Tout comme en Russie, l’effondrement du communisme
provoqua en Ukraine des désordres
économiques et, sinon une montée de la corruption, du moins sa privatisation,
avec l’apparition d’oligarques
perpétuant dans le nouveau contexte les luttes qui se tenaient jadis au sein de
l’appareil soviétique. L’Ukraine persévéra dans son ambition
démocratique, naturellement fragilisée par ce phénomène persistant. Puis en 2004, vient la révolution
orange qui permit à Victor
Iouchtchenko, soutenu par l’Ouest,
de remporter l’élection présidentielle après avoir obtenu l’annulation du
premier scrutin remporté par Viktor
Ianoukovitch.

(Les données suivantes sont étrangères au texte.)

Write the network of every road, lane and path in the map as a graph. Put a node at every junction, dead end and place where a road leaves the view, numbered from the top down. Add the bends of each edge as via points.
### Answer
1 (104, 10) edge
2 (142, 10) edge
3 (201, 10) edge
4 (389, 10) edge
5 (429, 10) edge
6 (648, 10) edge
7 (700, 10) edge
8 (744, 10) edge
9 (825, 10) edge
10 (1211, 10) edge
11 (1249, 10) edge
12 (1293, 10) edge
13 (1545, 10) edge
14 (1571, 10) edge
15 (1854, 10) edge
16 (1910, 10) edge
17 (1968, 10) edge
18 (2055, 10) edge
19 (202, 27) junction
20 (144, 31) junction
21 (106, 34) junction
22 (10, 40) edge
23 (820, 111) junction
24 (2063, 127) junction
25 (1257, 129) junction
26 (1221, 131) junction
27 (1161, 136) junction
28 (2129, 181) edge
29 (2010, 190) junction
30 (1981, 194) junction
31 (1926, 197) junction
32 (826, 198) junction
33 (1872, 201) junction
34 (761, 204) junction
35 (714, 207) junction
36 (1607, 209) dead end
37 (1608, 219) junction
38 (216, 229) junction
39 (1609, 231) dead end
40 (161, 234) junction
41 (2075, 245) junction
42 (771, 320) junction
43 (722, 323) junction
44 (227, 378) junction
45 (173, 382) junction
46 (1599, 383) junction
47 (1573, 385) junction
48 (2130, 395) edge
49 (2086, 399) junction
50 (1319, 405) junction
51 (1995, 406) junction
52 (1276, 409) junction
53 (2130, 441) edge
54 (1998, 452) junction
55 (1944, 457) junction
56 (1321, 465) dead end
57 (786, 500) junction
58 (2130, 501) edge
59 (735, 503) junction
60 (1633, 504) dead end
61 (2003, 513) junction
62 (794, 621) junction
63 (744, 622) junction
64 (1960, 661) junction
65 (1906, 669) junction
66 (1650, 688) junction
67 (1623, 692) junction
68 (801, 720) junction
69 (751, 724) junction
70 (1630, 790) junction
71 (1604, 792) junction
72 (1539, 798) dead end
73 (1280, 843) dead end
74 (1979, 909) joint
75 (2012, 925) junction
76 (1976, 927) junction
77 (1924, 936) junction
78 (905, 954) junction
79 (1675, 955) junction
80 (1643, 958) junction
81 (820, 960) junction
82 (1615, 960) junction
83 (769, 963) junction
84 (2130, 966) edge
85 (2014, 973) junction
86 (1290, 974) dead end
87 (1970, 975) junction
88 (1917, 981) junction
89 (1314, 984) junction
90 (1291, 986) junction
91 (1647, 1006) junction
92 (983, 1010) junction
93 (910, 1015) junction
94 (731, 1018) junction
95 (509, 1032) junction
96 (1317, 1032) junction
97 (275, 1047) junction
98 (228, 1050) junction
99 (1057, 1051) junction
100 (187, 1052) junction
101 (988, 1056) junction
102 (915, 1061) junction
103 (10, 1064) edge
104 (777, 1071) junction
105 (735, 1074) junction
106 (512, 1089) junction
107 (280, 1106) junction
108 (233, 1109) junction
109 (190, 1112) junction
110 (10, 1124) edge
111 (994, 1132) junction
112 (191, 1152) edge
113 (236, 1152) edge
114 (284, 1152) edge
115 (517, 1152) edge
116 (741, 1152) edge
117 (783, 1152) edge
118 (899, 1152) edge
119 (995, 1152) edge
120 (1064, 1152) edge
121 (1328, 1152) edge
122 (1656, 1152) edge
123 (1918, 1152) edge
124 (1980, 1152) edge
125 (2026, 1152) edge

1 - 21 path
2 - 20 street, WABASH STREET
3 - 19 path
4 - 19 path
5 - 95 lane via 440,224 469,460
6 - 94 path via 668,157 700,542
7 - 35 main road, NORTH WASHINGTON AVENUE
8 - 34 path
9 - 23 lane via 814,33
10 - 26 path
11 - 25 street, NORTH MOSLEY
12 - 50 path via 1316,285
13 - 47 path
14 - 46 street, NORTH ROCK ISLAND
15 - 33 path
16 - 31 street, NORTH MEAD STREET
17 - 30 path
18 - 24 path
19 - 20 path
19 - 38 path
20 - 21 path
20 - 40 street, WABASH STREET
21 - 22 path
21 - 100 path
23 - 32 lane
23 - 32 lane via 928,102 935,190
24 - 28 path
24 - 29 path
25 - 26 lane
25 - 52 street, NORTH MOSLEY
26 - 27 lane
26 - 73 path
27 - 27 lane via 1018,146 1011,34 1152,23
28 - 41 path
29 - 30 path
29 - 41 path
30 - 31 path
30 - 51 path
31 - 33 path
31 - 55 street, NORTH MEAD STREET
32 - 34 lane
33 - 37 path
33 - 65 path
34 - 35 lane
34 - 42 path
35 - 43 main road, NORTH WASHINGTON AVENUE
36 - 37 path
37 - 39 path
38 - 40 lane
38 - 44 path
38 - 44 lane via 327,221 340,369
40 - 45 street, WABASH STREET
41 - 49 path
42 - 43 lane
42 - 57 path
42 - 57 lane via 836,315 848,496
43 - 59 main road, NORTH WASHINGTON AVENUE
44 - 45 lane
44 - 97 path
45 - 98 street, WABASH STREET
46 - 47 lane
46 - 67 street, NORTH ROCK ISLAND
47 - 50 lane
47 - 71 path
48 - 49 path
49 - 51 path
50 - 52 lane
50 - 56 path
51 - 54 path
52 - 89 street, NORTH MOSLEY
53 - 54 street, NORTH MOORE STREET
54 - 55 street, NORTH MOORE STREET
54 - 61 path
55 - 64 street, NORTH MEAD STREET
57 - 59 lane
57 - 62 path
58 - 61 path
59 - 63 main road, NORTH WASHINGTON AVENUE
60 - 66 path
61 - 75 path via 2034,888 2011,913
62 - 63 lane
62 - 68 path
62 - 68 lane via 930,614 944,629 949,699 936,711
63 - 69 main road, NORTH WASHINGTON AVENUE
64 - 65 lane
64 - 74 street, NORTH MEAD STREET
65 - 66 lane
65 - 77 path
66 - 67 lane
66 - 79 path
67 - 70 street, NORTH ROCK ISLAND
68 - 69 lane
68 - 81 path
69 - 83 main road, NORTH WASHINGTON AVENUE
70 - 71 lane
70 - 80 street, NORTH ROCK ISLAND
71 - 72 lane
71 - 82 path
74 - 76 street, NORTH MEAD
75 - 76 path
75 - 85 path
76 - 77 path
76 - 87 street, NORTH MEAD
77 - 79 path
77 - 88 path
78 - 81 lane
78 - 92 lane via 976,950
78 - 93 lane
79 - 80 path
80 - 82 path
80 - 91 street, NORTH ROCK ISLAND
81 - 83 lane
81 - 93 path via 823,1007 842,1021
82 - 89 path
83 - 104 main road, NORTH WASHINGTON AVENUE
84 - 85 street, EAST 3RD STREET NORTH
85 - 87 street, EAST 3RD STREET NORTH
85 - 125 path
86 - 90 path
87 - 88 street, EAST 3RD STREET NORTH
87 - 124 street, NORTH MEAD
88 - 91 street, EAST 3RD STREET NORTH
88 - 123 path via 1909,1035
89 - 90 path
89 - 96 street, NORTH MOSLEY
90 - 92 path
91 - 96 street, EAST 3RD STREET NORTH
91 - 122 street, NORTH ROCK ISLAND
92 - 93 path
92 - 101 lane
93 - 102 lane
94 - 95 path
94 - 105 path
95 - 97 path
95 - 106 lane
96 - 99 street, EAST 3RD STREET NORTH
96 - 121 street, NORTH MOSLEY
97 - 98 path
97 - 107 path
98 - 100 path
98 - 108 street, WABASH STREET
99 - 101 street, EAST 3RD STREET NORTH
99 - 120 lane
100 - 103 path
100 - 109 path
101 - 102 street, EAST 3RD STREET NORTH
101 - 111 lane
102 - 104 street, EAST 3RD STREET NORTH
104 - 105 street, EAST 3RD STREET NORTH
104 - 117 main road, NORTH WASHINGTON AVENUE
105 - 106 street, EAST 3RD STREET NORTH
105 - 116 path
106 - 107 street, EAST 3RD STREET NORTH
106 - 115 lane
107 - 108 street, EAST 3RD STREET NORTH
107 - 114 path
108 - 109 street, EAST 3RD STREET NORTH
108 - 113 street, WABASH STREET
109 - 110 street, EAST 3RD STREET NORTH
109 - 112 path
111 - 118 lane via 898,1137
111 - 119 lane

Mais la persistance des problèmes de corruption, ainsi que
les difficultés économiques issues de la crise de 2008, provoquèrent sa
défaite écrasante lors de l’élection de 2010, remportée cette fois par Ianoukovitch. En dépit de l’hostilité occidentale pour le candidat fraudeur de 2004, des
négociations furent engagées en vue d’un accord de libre-échange avec l’Union européenne, mais Ianoukovitch décida finalement de ne
pas signer l’accord d’association. Cette décision, qui doucha les espoirs des Ukrainiens espérant le rapprochement
avec l’Europe. En 2014, c’est la révolution
de Maïdan, qui amorce une rupture franche avec le "grand frère" russe
pour se rapprocher de l'Union européenne
après des manifestations accusant Ianoukovitch de corruption et de
gouverner dans l’intérêt de la Russie, dont la répression ne fit qu’accroître
le mécontentement et grossir les manifestations à Kiev et ailleurs dans
le pays, débouchant sur la fuite de Ianoukovitch
en Russie. En 2014, c’est le début de la guerre d'annexion de la Crimée, et les Russes ont occupé des parties des régions ukrainiennes de Donetsk et de Louhansk, et en 2022, c’est
l’invasion à grande échelle du pays car le président
russe Vladimir Poutine voulait en finir rapidement avec l'État ukrainien. Or, ce souhait s'est
heurté à une résistance ukrainienne
organisée et financée par l'Occident.
Pour aller plus loin, je vous conseille
ces lectures qui m’ont beaucoup aidé : Serhii Plokhy, Aux portes
de l'Europe : Histoire de l’Ukraine, Gallimard, 2022, https://laviedesidees.fr/Le-destin-europeen-de-l-Ukraine, et https://www.revue-etudes.com/critiques-de-livres/aux-portes-de-l-europe-serhii-plokhy/26210, Mariam Naiem, Yulia Vus, et Ivan Kypibida,
Ukraine petite histoire d'une longue
guerre avec la Russie du Moyen-Âge à nos jours, Robinson, 2025 (BD), et
https://www.ledauphine.com/culture-loisirs/2025/02/21/ukraine, https://www.geo.fr/histoire/rus-de-kiev-la-conquete-de-l-est-220610, https://www.histoire-et-civilisations.com/thematiques/epoque-contemporaine/lhistoire-de-lukraine-un-si-long-chemin-vers-lindependance-81247.php, https://www.lemonde.fr/idees/article/2022/06/03/les-cosaques-ces-combattants-fondateurs-de-l-ukraine_6128755_3232.html, https://www.lexpress.fr/monde/europe/dix-dates-pour-comprendre-l-histoire-de-l-ukraine_2178167.html, https://www.lhistoire.fr/pi%C3%A8ces-%C3%A0-conviction/l%E2%80%99ukraine-est-elle-russe%C2%A0, https://www.radiofrance.fr/franceculture/podcasts/le-cours-de-l-histoire/les-cosaques-d-ukraine-face-aux-empires-6624164, et https://www.radiofrance.fr/franceculture/podcasts/le-cours-de-l-histoire/la-rus-de-kiev-chronique-des-temps-passes-7391706.
Merci !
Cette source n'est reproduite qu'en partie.